26.11.2012

Klostergrund: Grundstückskauf soll möglich werden

Wennigsens Bürgermeister Christoph Meineke und Klosterkammer-Präsident Hans-Christian Biallas prüfen gemeinsame Vermarktung des Baugebietes

Mehr Flexibilität und Partnerschaft: Hans-Christian Biallas und Christoph Meineke vor dem Baugebiet Klostergrund in Wennigsen (links).
Foto: Klosterkammer/Kristina Weidelhofer

Startschuss zu Verhandlungen in Sachen Klostergrund: Bürgermeister Christoph Meineke und Klosterkammer-Präsident Hans-Christian Biallas werden ab sofort prüfen, in welcher Weise eine Kooperation bei der Bebauung des neuen Wennigser Baugebietes möglich ist.

Auf dem rund sieben Hektar großen Areal soll Platz für rund siebzig Ein - und Mehrfamilienhäuser entstehen. Der Grund und Boden gehört der Klosterkammer - noch. Das Ministerium für Wissenschaft und Kultur hat bestätigt. Die Klosterkammer darf nun aus strategischen Gründen zusammenhängende Flächen beispielsweise an Kommunen verkaufen. Momentan schwebt den beiden Verhandlungspartnern ein Modell vor, das sowohl Grundstückskäufe als auch Erbpacht im Klostergrund zulassen soll. "Der Rat der Gemeinde Wennigsen Ratsfraktionen wird erkennen, dass ich Wort gehalten habe", unterstrich Hans-Christian Biallas.

Vor genau einem Jahr hatte der Klosterkammer-Präsident bei einer Wennigser Ratssitzung deutlich gemacht, innerhalb einer 12-Monats-Frist nach neuen Lösungen zu suchen. "Mich freut das klare Signal vonseiten der Klosterkammer, im neuen Baugebiet Grundstückskäufe zuzulassen. Das ist der Auftakt einer neuen Beziehung zwischen Gemeinde und Klosterkammer", sagte Christoph Meineke.

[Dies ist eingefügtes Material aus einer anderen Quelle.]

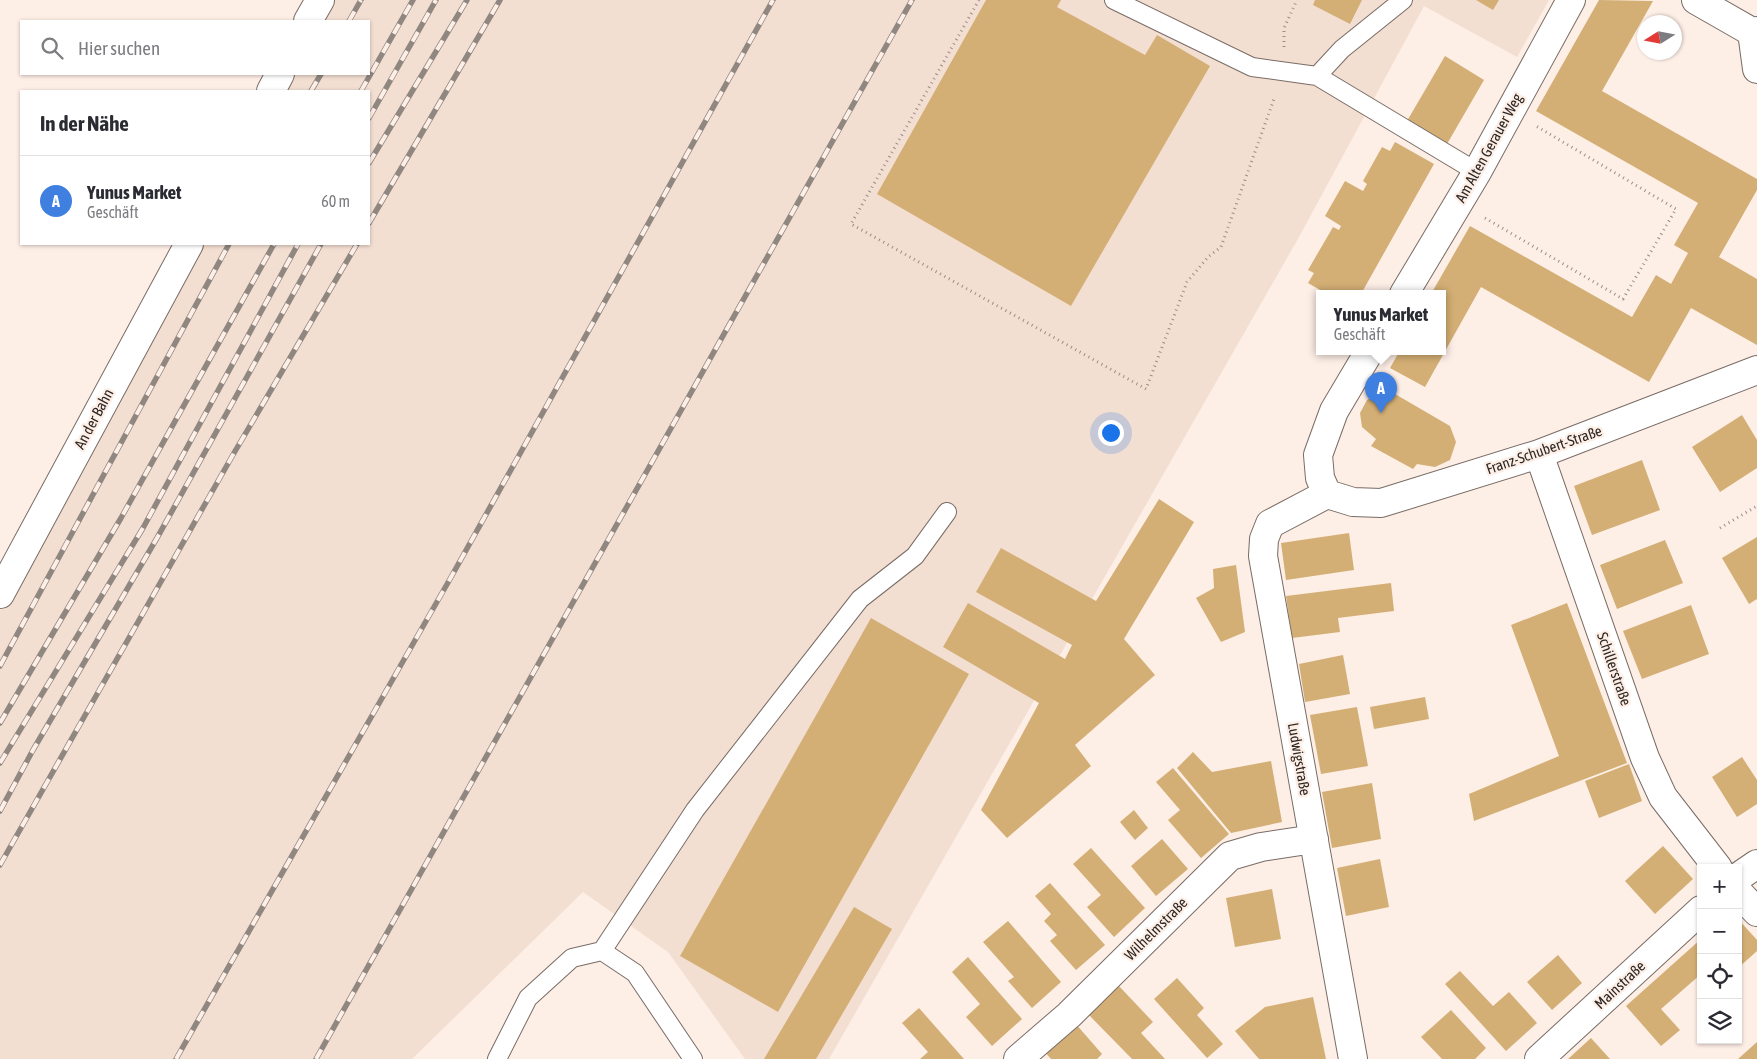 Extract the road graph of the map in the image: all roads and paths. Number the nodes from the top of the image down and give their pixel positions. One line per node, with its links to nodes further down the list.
1 (320, 0): 8 (street)
2 (979, 0): 11 (path)
3 (1114, 0): 11 (lane)
4 (1297, 0): 11 (path)
5 (1403, 0): 13 (lane)
6 (1571, 0): 15 (street, Am Alten Gerauer Weg)
7 (1696, 0): 9 (street)
8 (309, 20)
9 (1754, 32): 10 (street)
10 (1757, 69)
11 (1284, 72): 13 (lane)
12 (279, 75): 14 (street)
13 (1317, 76): 16 (lane)
14 (272, 90)
15 (1511, 110): 16 (street, Am Alten Gerauer Weg); 17 (path)
16 (1477, 172): 17 (street, Am Alten Gerauer Weg)
17 (1459, 202): 19 (street, Am Alten Gerauer Weg)
18 (187, 245): 27 (street, An der Bahn)
19 (1406, 290)
20 (1367, 355): 23 (street)
21 (1757, 370): 22 (street, Franz-Schubert-Straße)
22 (1539, 454): 23 (street, Franz-Schubert-Straße); 29 (street, Schillerstraße)
23 (1327, 494): 28 (street, Ludwigstraße)
24 (1757, 506): 26 (path)
25 (947, 512): 35 (lane)
26 (1720, 528)
27 (0, 594)
28 (1314, 839): 38 (street, Wilhelmstraße); 39 (street, Ludwigstraße)
29 (1715, 864)
30 (1757, 864): 31 (street)
31 (1742, 874)
32 (1742, 896): 33 (street)
33 (1757, 912)
34 (1697, 914): 40 (street, Mainstraße)
35 (602, 951): 36 (lane); 37 (lane)
36 (497, 1059)
37 (693, 1059)
38 (1018, 1059)
39 (1353, 1059)
40 (1539, 1059)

Allerdings werde es voraussichtlich nicht in den bereits verpachteten Baugebieten zu Verkäufen kommen. Momentan prüft die Klosterkammer intern, in welchen Fällen ein strategisches Interesse vorliegt. "Diese Prüfung wird einige Zeit beanspruchen. Unsere Liegenschaftsabteilung ist mit Nachdruck neben dem Tagessgeschäft dabei, diese Aufgabe zu bewältigen. Bei einer Anzahl von 16.500 Erbpachtgrundstücken wird dies aber noch einige Monate in Anspruch nehmen", so der Klosterkammer-Präsident.

Es gibt einige wenige Kommunen die mit Erbbaurecht soziale Maßnahmen fördern, damit bedürftige Bürger zu einem Eigenheim kommen. Bei der Klosterkammer gilt das nicht. "Wir machen keine Wohnungspolitik. Die Grundstücke sind nach Regeln zu vergeben, die die Landeshaushaltsordnung uns vorschreibt. Wir sind verpflichtet, das in den Stiftungen enthaltene Kapital zu erhalten und zu mehren", sagt Hans-Christian Biallas. Allerdings fördert die Klosterkammer mit den Erträgen aus ihren Stiftungen soziale Projekte, kirchliche Zwecke sowie Bildung und Schule.